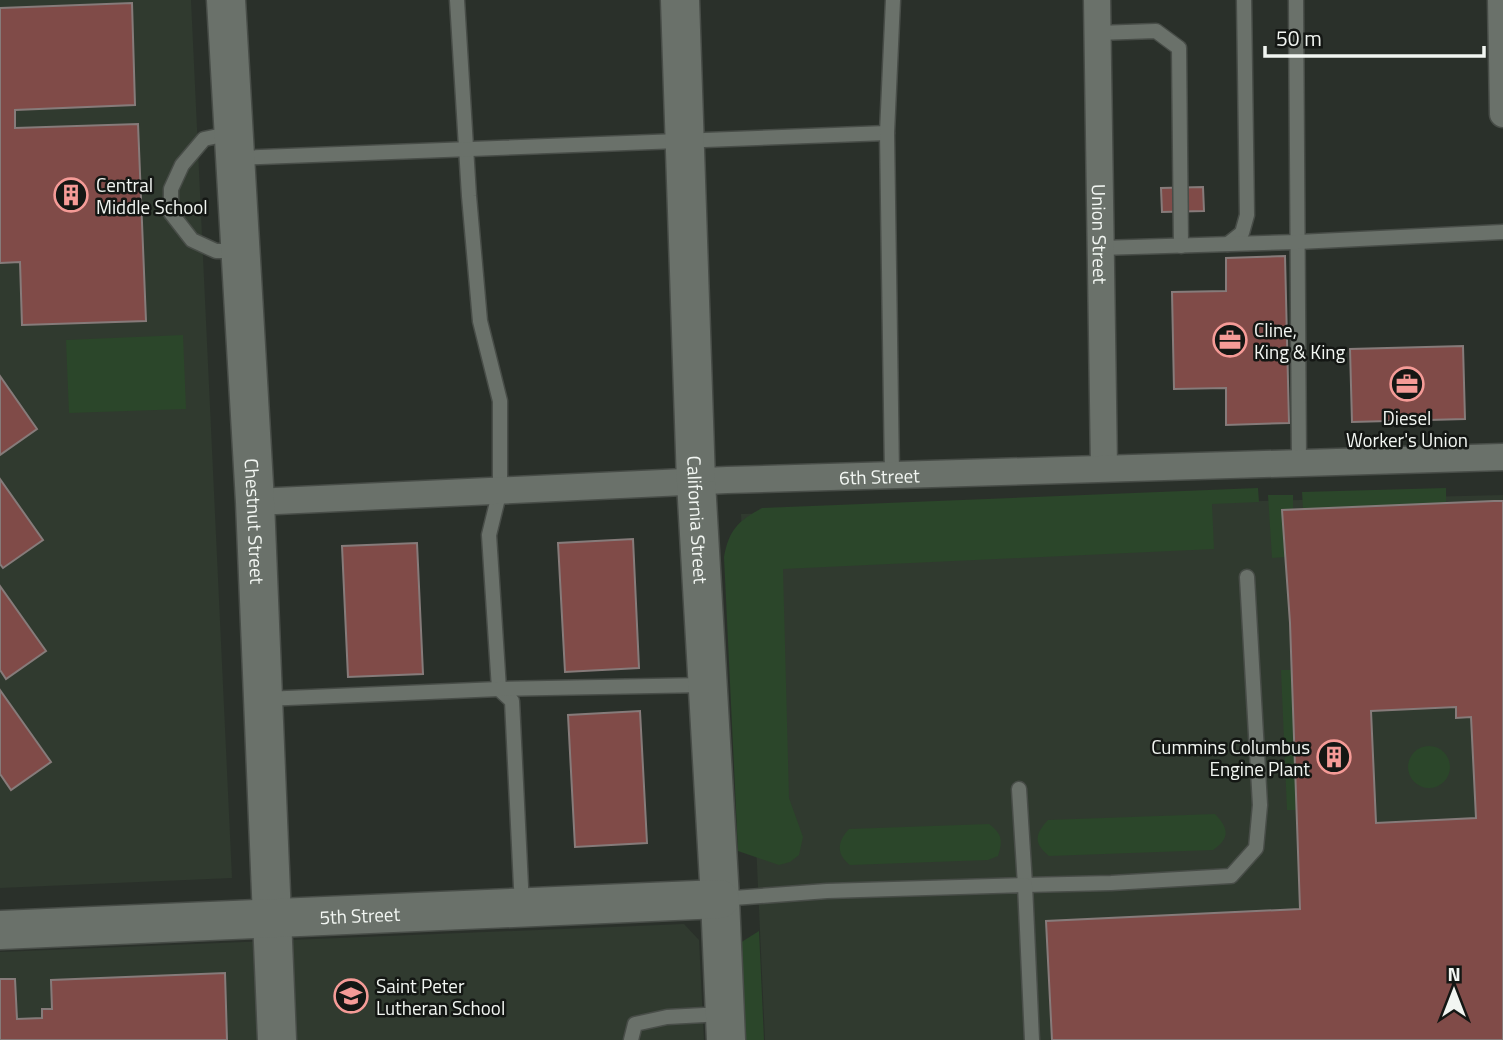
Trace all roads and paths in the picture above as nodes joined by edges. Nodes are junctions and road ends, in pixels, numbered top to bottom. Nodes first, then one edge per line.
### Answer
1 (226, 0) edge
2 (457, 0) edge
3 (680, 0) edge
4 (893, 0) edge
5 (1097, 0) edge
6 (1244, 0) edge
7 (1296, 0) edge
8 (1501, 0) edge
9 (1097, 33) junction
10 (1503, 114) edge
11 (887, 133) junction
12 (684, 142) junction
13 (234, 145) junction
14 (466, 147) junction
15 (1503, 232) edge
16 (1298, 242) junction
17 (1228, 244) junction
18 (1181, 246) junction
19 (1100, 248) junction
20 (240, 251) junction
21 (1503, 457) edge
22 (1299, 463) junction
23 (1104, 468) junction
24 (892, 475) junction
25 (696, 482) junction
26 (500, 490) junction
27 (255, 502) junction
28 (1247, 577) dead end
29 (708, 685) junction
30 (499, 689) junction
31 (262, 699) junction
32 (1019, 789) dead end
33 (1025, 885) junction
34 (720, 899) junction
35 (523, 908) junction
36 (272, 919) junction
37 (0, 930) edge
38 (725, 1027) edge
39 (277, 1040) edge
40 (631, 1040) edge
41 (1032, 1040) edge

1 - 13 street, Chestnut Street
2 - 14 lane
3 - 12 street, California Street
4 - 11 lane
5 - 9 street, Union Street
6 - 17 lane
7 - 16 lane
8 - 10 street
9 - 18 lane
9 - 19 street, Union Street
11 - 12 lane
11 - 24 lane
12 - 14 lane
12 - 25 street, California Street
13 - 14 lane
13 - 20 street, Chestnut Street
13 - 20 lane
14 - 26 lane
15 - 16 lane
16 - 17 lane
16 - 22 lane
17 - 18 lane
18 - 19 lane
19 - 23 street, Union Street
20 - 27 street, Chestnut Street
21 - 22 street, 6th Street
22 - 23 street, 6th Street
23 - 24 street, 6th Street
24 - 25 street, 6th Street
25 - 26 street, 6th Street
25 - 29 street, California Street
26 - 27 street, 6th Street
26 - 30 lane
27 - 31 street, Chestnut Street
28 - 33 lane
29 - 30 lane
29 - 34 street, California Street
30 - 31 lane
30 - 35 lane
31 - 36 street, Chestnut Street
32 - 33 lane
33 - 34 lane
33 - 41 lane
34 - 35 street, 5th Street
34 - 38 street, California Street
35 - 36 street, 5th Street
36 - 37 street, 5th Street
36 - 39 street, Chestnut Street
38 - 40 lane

= TASK STATEMENT =
Lines that contain the string "California" should be copied from the material above.

= THE COMPLETED TASK =
3 - 12 street, California Street
12 - 25 street, California Street
25 - 29 street, California Street
29 - 34 street, California Street
34 - 38 street, California Street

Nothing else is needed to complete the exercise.